Saved entries
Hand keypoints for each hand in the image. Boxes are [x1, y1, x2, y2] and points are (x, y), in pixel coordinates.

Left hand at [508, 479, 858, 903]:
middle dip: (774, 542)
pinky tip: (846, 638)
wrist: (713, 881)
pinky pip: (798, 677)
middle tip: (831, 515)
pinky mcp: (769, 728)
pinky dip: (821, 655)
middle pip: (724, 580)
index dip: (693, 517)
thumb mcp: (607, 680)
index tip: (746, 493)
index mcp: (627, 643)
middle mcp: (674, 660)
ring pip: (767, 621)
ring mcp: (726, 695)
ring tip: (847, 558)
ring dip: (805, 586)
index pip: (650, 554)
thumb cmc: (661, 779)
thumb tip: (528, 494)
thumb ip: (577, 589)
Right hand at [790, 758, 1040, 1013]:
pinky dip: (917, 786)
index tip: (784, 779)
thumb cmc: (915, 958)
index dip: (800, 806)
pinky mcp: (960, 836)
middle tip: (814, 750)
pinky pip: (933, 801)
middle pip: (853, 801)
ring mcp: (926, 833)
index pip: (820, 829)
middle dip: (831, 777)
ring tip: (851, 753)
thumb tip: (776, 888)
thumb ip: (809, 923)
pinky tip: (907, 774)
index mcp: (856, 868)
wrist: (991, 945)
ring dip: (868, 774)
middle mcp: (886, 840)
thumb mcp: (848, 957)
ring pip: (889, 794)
---
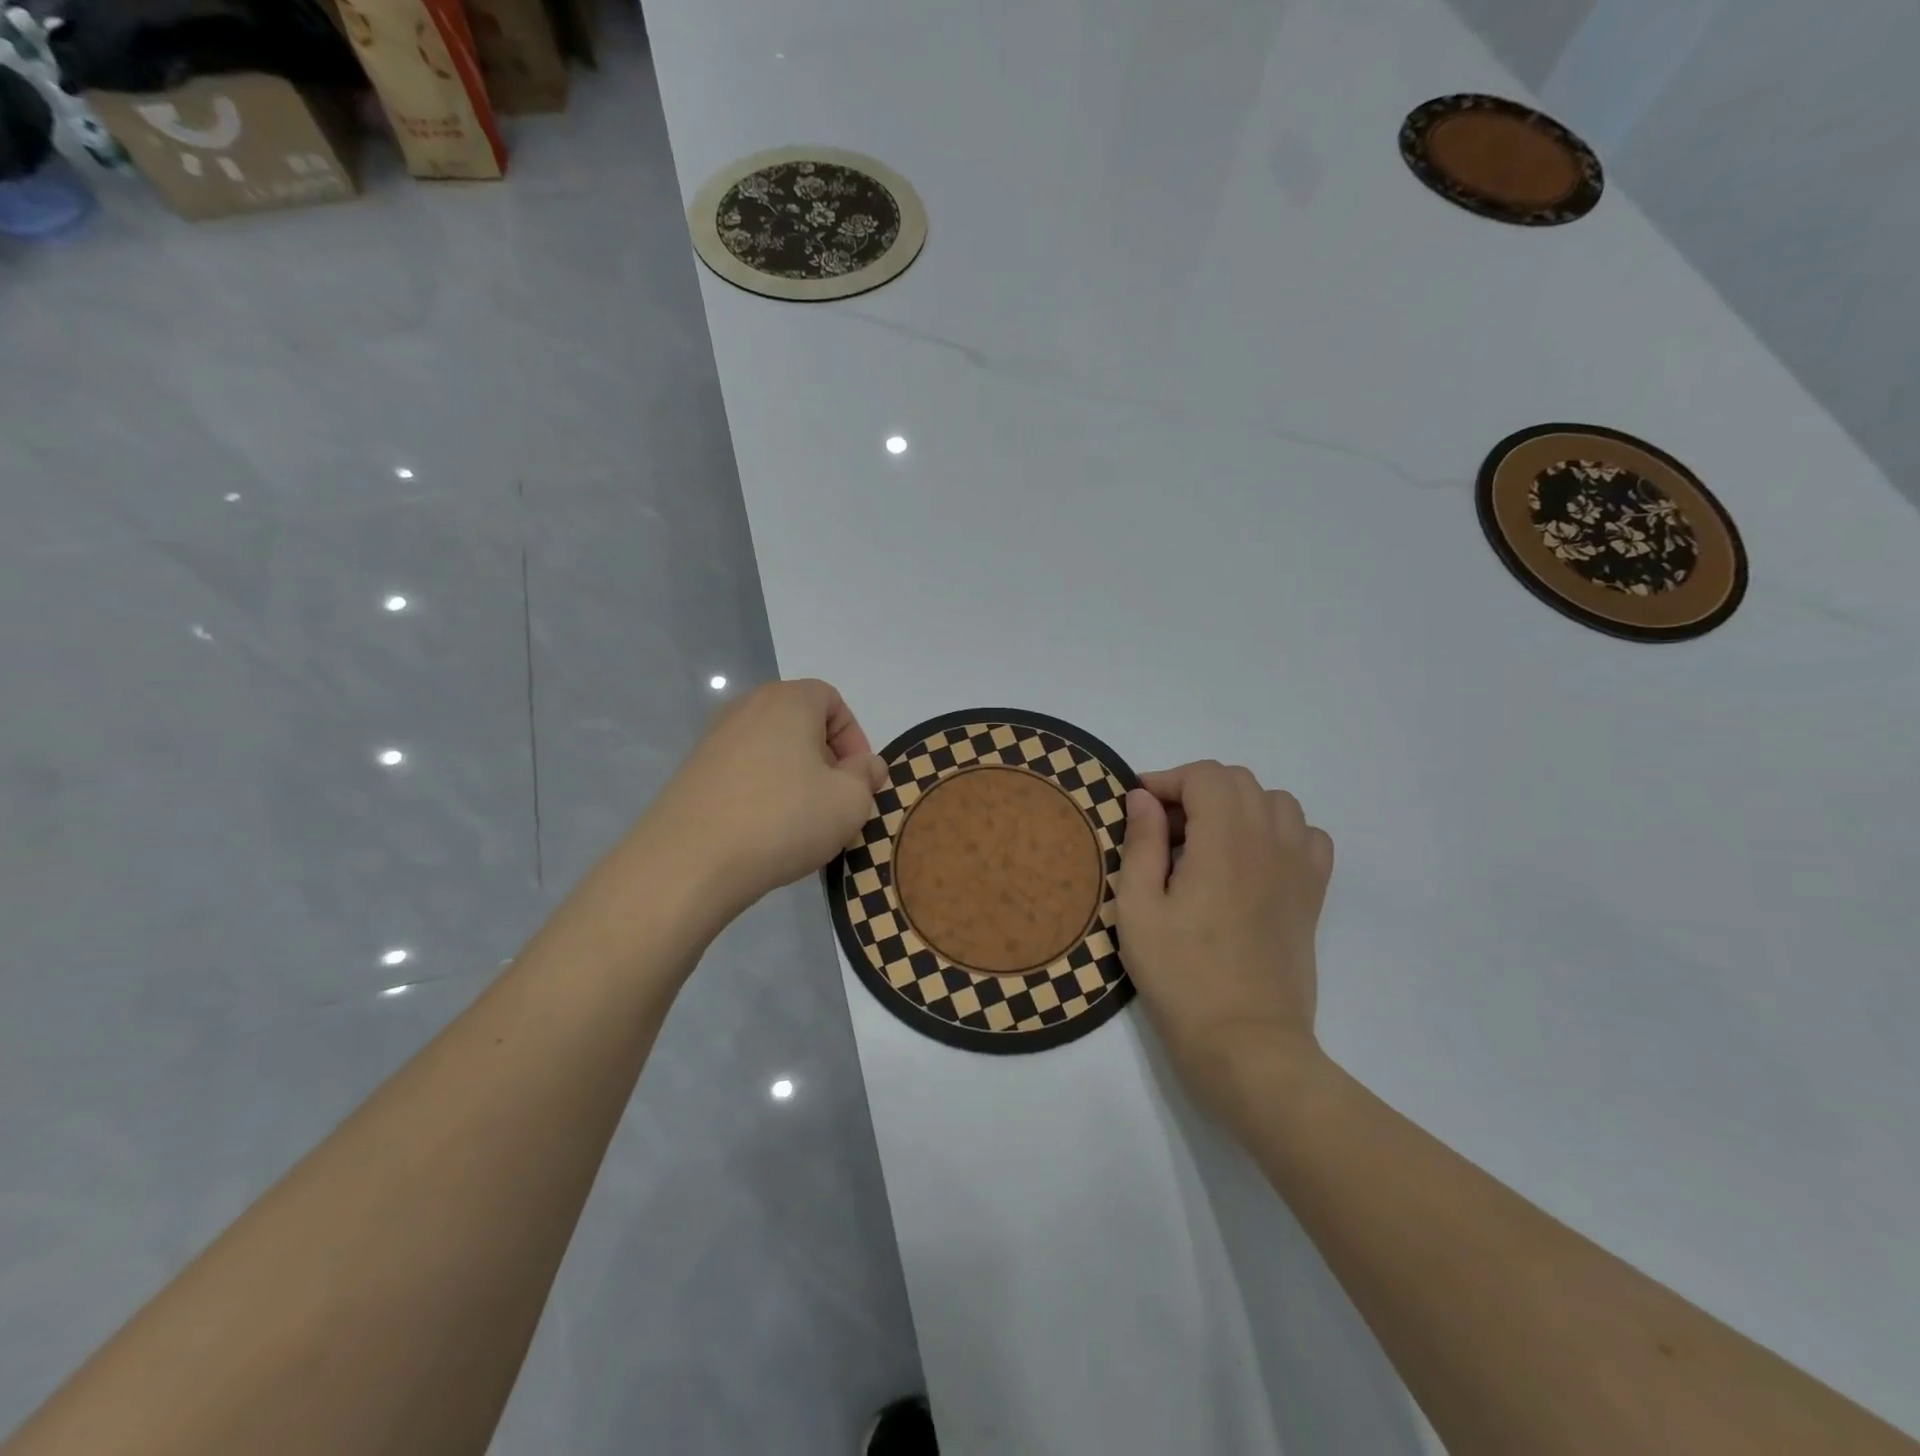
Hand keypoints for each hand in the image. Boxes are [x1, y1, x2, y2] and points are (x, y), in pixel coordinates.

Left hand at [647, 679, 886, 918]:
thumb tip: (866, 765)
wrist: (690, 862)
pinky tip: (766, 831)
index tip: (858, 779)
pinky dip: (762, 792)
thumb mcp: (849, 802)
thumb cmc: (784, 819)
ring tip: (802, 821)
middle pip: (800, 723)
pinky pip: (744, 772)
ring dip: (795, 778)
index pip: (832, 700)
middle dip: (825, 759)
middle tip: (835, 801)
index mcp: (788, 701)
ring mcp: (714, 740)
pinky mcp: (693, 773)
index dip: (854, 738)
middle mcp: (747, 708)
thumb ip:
--
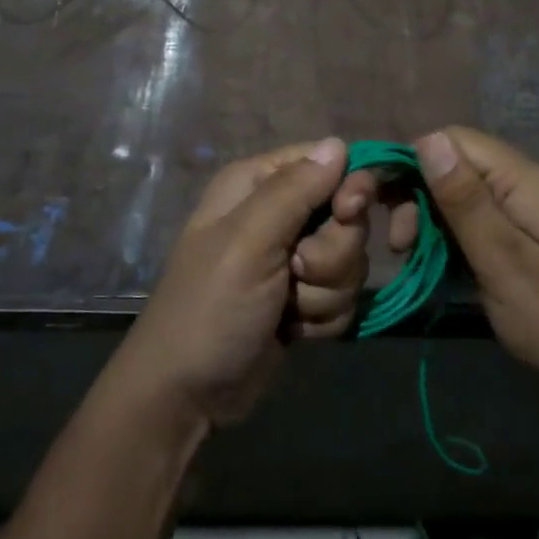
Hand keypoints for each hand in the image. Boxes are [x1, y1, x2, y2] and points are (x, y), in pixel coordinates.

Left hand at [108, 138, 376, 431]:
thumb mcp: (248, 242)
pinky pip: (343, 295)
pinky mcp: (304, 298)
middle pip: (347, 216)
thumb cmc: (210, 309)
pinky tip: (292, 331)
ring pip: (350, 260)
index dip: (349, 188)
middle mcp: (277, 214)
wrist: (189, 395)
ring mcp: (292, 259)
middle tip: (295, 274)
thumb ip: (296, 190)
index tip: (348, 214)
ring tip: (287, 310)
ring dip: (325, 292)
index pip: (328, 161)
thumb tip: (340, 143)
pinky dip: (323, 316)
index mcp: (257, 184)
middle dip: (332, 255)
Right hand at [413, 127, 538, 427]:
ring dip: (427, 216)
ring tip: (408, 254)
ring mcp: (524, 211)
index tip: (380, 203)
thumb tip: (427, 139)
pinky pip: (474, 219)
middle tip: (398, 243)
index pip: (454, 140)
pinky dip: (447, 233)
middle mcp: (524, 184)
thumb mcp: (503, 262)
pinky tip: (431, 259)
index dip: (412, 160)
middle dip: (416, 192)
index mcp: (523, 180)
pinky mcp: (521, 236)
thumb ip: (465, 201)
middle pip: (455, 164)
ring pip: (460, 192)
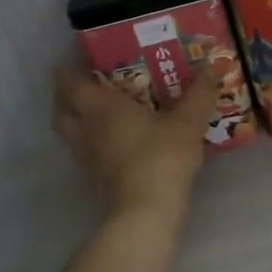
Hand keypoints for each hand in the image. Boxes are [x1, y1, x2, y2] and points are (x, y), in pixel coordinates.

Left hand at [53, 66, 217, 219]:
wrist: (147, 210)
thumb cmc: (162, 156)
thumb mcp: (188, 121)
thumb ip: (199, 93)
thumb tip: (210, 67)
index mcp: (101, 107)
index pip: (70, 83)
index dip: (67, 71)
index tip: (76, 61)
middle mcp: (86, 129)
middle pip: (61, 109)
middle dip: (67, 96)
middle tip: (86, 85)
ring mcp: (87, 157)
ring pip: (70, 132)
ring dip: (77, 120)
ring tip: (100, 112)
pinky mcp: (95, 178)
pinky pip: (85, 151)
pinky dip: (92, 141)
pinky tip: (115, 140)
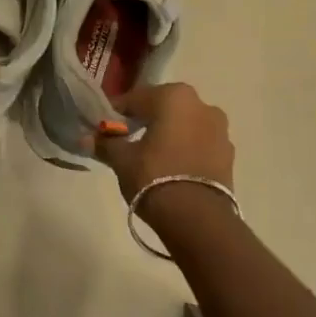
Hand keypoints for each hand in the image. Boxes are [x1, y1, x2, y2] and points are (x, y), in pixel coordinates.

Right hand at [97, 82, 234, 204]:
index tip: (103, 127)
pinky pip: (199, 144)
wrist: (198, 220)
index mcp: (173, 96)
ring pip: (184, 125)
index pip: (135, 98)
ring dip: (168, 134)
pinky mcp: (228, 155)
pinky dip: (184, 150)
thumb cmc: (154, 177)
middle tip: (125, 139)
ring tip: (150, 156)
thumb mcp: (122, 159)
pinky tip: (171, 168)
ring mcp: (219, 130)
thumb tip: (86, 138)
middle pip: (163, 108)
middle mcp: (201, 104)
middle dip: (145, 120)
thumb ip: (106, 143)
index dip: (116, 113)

## WHAT YOU ARE ASKED TO DO
Only the lines containing "wrist" are needed; copy each of them from the data.

## OUTPUT FOR THIS TASK
wrist: (713, 881)
wrist: (991, 945)
wrist: (690, 862)
wrist: (189, 395)
wrist: (147, 210)
wrist: (198, 220)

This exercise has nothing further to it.